Green-keepers may not be too happy if a player takes a divot on a putting green, but a Committee cannot introduce a local rule preventing a player chipping on a putting green.

Enjoy your golf,

Tony

Changing Your Decision When Taking Relief from Temporary Water in a Bunker.

The following question was put to me recently and could be one that many of you may come across during your rounds being played in the adverse weather conditions many are experiencing at this time.

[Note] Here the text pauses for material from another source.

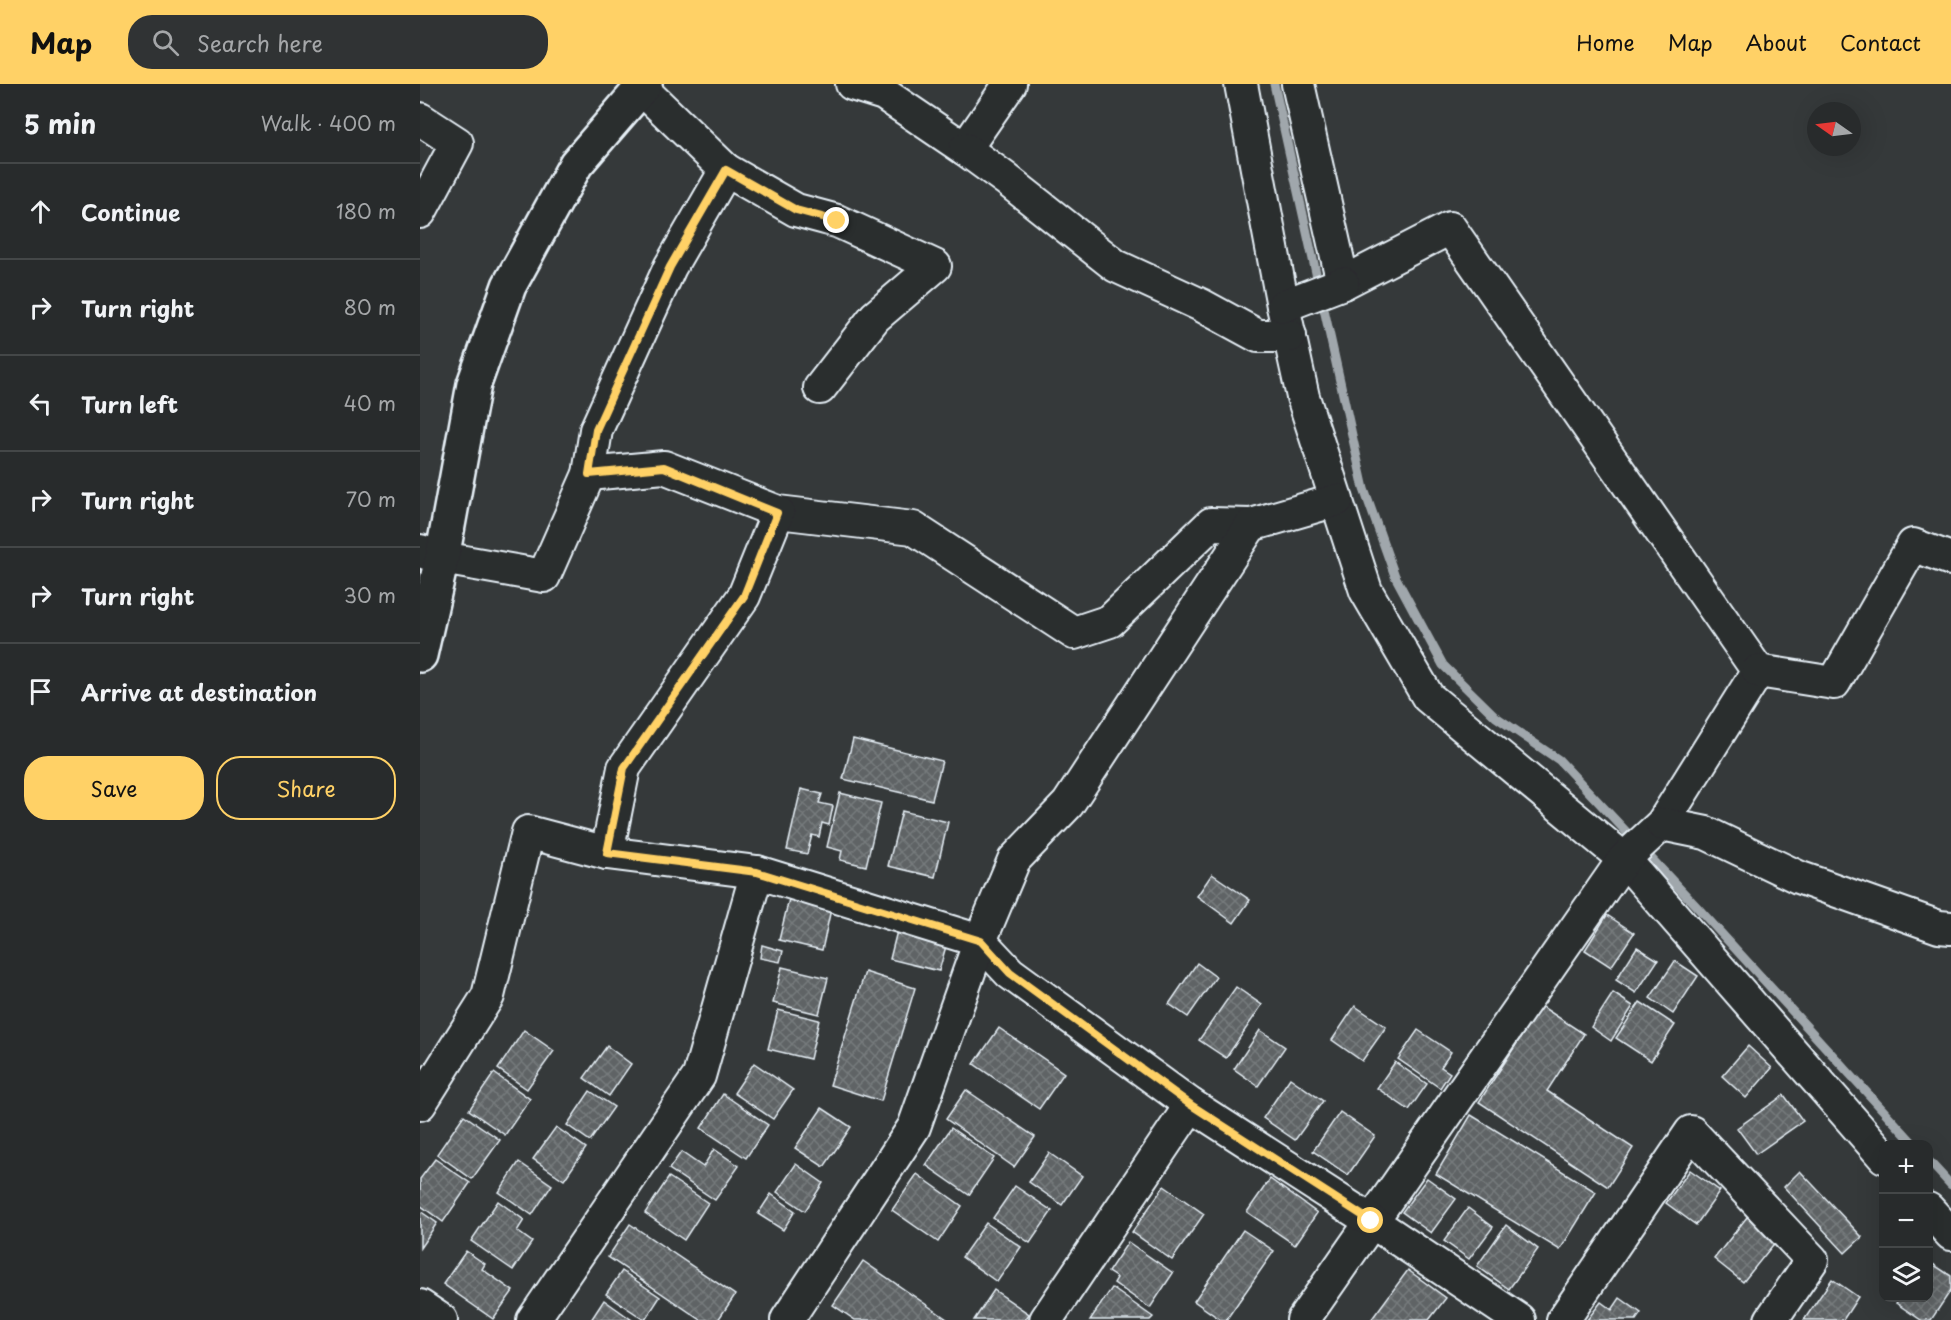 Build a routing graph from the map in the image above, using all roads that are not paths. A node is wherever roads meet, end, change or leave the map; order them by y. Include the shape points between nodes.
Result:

The scenario is that, due to overnight rain, some of the bunkers have temporary water however there is still room to take relief in the bunker and drop and play the ball. The player decides that he still doesn’t like the lie in the bunker so decides to drop outside the bunker (back-on-the-line relief). Under rule 16.1c this would incur 1 penalty stroke. But as the ball would be playable in the bunker shouldn’t rule 19.3 option 4 apply which incurs a penalty of 2 strokes.

Which is correct and why?

The ruling that will apply, depends upon whether the player has or has not taken relief and put a ball into play.

I am reading this scenario as:

The player has decided to take free-relief from the Temporary Water and dropped a ball in accordance with Rule 16.1c within the bunker.

The player then decides that s/he does not like the lie in the bunker and decides to drop outside the bunker on back-on-the-line-relief.

Under Rule 14.3c(1), if the player has dropped the ball in the correct way and it comes to rest within the relief area, then the ball is in play and must be played as it lies.

If the player, having dropped the ball, does not like the lie of the ball then s/he has the option to declare the ball unplayable and take relief under Rule 19.3a, under penalty of one stroke drop the ball within the bunker, or under Rule 19.3b, under penalty of two strokes, take back-on-the-line relief outside the bunker.

If the player takes relief incorrectly, e.g. drops the ball incorrectly, the ball does not come to rest in the correct relief area or dropped in wrong relief area, then the player must correct the mistake before playing the ball.

While being able to correct the error, the player may also change her/his choice of relief under the options available under the same rule that they have chosen to take relief under, which would mean s/he could change her/his mind and drop outside the bunker under back-on-the-line relief still under Rule 16.1c. (Rule 14.5b(2).

If, however, the player has dropped a ball and taken Maximum Available Relief, then decides to take Back-On-the-Line Relief outside the bunker, s/he may do so, because s/he will still have interference from the Temporary Water, for a one stroke penalty

Rule 16.1 Interpretation 16.1c/1: Player Takes Maximum Available Relief; Then Decides to Take Back-On-the-Line Relief

If the player takes maximum available relief, he or she will still have interference from the abnormal course condition and may take further relief by using the back-on-the-line procedure for one penalty stroke. If the player decides to do this, the reference point for back-on-the-line relief is where the ball came to rest after taking maximum available relief.

If, however, the player lifts her/his ball. To take relief under Rule 16.1c, but has not decided which relief option to take, then s/he may, before s/he puts a ball into ply may choose either of the two options available to her/him.

Rule 16.1c Interpretation 16.1c/2: After Lifting Ball Player May Change Relief Options Before Putting a Ball in Play

If a player lifts his or her ball to take relief under Rule 16.1c, he or she is not committed to the intended relief option under Rule 16.1c until the original ball is put in play or another ball is substituted under that option.

For example, a player elects to take relief from temporary water in a bunker and lifts the ball with the intention of taking free relief in the bunker (Rule 16.1c(1)). The player then realizes that where the Rule requires the ball to be dropped in the bunker will result in a very difficult shot.

After lifting the ball, but prior to putting a ball in play, the player may choose either of the two options of the Rule despite the original intention to take relief under Rule 16.1c(1).